### AIM OF THE EXERCISE
Search the records below for the word "Banyon" and show every line where it occurs.

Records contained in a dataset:
+ + +

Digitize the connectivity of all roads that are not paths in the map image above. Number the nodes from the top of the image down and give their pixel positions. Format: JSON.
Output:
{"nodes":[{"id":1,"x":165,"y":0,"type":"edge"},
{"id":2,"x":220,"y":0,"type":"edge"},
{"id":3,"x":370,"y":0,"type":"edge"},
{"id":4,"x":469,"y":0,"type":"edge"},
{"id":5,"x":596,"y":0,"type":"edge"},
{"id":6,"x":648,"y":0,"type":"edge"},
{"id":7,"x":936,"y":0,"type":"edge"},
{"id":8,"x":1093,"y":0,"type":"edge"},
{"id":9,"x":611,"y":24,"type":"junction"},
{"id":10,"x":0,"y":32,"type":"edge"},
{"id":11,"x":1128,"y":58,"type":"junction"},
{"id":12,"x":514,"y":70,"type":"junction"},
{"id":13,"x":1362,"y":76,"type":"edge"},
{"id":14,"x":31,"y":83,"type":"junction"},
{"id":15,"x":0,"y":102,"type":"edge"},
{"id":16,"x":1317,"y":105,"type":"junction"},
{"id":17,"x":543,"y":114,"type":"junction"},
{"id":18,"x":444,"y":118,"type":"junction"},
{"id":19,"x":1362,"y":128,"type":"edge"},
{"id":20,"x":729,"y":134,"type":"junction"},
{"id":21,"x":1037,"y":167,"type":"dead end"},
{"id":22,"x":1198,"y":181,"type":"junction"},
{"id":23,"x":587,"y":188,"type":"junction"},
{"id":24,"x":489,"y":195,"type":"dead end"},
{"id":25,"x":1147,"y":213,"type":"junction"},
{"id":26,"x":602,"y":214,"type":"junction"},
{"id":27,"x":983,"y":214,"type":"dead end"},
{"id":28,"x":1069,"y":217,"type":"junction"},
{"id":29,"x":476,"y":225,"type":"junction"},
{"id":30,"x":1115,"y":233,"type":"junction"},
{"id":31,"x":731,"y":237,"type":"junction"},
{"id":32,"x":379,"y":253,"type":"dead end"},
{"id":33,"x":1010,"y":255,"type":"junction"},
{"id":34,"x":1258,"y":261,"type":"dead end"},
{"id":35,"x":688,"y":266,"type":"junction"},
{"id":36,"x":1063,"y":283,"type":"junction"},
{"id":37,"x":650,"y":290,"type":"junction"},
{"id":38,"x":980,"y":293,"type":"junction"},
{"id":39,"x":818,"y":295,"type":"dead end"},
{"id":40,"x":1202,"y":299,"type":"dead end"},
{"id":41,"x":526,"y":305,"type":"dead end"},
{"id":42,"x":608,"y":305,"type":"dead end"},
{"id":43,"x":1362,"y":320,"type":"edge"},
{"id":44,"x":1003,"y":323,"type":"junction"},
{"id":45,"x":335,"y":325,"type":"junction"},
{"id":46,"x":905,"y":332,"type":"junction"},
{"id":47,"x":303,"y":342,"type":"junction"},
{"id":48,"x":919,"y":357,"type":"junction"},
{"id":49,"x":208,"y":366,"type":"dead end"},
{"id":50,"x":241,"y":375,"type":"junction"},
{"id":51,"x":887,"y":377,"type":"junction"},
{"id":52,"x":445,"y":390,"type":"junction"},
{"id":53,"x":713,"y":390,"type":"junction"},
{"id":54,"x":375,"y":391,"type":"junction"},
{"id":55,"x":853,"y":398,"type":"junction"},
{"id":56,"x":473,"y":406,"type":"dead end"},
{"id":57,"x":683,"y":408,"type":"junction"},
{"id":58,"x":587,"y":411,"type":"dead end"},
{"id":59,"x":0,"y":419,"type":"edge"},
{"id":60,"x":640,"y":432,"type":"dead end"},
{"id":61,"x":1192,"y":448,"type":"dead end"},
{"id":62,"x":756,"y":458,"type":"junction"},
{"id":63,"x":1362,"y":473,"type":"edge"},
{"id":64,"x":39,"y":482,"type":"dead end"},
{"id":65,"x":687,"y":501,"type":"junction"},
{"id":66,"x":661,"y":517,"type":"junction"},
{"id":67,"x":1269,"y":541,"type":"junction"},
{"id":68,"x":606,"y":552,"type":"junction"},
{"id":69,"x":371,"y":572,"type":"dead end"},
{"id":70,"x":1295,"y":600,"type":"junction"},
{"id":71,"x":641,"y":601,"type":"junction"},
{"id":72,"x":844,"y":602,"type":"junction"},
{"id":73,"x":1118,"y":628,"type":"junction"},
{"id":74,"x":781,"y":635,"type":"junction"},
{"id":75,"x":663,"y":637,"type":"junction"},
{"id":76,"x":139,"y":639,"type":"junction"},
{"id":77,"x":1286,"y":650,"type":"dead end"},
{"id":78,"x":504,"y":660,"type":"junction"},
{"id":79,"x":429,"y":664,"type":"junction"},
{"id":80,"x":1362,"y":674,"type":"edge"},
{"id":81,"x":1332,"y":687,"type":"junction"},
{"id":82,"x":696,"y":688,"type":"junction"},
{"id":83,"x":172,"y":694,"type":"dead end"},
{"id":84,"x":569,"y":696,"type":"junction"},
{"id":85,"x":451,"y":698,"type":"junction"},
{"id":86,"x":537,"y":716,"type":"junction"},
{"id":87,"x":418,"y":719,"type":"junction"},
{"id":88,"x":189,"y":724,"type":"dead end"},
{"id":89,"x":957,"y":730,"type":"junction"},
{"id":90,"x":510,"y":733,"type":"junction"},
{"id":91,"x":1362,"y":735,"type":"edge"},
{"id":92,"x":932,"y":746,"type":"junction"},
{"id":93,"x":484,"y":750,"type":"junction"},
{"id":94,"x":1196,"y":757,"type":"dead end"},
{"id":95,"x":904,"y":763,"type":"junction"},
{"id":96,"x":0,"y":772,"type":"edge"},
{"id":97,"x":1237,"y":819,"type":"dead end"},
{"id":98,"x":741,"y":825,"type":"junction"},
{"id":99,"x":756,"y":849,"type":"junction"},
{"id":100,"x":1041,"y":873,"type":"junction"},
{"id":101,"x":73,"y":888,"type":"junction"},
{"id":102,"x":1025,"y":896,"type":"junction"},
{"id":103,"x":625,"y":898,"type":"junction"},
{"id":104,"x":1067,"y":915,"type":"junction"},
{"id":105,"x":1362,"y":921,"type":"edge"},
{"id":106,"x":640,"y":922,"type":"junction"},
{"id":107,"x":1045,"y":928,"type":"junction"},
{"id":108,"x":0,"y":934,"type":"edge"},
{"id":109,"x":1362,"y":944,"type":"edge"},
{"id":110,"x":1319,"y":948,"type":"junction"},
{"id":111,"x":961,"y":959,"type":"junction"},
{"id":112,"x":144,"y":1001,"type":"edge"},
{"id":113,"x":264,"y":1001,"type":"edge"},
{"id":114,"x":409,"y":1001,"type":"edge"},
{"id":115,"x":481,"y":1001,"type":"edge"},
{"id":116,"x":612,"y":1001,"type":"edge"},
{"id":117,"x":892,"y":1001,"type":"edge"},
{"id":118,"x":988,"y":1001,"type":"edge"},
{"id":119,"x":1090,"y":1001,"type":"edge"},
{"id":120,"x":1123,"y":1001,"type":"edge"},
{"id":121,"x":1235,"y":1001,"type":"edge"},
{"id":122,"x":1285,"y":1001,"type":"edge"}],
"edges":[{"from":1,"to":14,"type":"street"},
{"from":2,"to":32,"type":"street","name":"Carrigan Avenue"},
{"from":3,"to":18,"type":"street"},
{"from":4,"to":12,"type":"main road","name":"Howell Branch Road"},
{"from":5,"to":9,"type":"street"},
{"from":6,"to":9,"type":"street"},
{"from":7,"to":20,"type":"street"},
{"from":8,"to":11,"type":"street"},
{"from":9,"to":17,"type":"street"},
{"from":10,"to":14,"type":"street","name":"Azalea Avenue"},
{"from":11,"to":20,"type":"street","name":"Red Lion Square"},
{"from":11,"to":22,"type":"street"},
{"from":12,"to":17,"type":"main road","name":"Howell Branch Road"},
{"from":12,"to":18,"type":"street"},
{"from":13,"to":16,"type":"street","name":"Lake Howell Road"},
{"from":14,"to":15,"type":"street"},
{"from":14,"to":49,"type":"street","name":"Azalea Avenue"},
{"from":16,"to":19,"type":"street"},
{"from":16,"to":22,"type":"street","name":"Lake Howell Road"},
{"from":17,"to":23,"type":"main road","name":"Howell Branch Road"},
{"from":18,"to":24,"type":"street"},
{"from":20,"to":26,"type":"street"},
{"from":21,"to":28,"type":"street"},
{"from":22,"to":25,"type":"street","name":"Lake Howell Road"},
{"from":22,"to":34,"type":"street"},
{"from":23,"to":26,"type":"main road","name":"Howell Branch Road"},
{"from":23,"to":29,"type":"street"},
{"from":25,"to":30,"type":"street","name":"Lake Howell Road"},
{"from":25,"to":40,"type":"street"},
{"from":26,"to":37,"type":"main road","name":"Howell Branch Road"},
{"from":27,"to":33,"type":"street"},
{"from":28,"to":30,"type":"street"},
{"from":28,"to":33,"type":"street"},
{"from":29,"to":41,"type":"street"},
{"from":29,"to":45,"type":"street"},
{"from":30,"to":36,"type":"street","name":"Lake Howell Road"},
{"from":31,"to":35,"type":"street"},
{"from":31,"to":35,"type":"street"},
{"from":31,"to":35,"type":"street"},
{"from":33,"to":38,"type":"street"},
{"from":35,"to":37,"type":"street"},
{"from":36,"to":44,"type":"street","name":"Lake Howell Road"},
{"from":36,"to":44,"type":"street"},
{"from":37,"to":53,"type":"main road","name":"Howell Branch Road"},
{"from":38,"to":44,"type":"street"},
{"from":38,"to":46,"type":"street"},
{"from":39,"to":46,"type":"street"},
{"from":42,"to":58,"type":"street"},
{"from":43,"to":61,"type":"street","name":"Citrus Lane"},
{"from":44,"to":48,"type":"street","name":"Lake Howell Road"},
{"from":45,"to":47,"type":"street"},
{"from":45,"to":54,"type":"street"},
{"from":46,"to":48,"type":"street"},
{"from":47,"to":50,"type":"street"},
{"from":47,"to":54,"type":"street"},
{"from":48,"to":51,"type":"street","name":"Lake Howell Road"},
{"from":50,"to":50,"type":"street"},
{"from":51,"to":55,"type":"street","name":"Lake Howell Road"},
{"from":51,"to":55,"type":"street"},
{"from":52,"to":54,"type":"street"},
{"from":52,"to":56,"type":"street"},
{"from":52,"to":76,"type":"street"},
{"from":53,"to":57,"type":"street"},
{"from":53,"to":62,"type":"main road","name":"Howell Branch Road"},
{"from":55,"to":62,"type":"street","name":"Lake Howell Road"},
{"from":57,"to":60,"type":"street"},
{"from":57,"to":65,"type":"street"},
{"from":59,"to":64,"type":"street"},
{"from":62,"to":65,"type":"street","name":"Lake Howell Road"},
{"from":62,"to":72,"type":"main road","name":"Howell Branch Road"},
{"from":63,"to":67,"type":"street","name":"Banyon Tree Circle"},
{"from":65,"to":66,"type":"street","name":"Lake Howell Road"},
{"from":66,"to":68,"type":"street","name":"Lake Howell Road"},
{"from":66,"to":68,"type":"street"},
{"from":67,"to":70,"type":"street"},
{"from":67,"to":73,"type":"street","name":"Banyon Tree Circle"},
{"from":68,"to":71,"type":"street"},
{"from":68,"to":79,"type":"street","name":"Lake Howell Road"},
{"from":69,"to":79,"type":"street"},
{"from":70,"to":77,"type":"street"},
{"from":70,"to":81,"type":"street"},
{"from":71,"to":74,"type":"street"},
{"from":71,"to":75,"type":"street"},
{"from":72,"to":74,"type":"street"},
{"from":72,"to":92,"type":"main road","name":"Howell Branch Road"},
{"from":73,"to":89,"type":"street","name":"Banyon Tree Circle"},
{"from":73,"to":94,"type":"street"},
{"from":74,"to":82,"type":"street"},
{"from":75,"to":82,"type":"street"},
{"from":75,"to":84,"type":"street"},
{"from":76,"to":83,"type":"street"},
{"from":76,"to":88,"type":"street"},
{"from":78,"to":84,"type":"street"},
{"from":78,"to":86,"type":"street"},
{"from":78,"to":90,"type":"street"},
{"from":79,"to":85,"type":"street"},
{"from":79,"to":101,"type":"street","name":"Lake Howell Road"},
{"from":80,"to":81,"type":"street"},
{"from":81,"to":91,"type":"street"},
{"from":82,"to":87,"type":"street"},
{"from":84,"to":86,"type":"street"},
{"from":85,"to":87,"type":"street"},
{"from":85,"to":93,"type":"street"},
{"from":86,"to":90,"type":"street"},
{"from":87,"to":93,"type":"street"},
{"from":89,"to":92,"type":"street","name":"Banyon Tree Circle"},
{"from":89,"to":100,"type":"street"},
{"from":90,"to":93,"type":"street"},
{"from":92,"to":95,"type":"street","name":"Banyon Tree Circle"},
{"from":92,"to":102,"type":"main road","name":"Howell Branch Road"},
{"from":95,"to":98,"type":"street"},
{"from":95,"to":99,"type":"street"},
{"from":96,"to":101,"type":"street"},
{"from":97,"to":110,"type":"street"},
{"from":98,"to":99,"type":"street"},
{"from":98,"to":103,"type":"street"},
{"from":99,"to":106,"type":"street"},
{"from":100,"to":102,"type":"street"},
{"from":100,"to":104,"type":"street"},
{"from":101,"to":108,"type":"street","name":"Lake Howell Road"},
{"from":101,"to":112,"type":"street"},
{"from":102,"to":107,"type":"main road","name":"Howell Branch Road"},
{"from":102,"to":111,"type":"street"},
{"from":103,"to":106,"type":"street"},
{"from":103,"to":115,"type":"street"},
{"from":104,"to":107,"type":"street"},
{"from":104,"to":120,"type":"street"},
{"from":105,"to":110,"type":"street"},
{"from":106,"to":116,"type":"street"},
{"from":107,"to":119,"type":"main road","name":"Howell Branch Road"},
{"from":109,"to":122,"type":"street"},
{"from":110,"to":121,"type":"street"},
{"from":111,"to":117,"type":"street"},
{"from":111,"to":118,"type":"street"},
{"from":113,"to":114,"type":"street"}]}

+ + +

### SOLUTION
{"from":63,"to":67,"type":"street","name":"Banyon Tree Circle"},
{"from":67,"to":73,"type":"street","name":"Banyon Tree Circle"},
{"from":73,"to":89,"type":"street","name":"Banyon Tree Circle"},
{"from":89,"to":92,"type":"street","name":"Banyon Tree Circle"},
{"from":92,"to":95,"type":"street","name":"Banyon Tree Circle"},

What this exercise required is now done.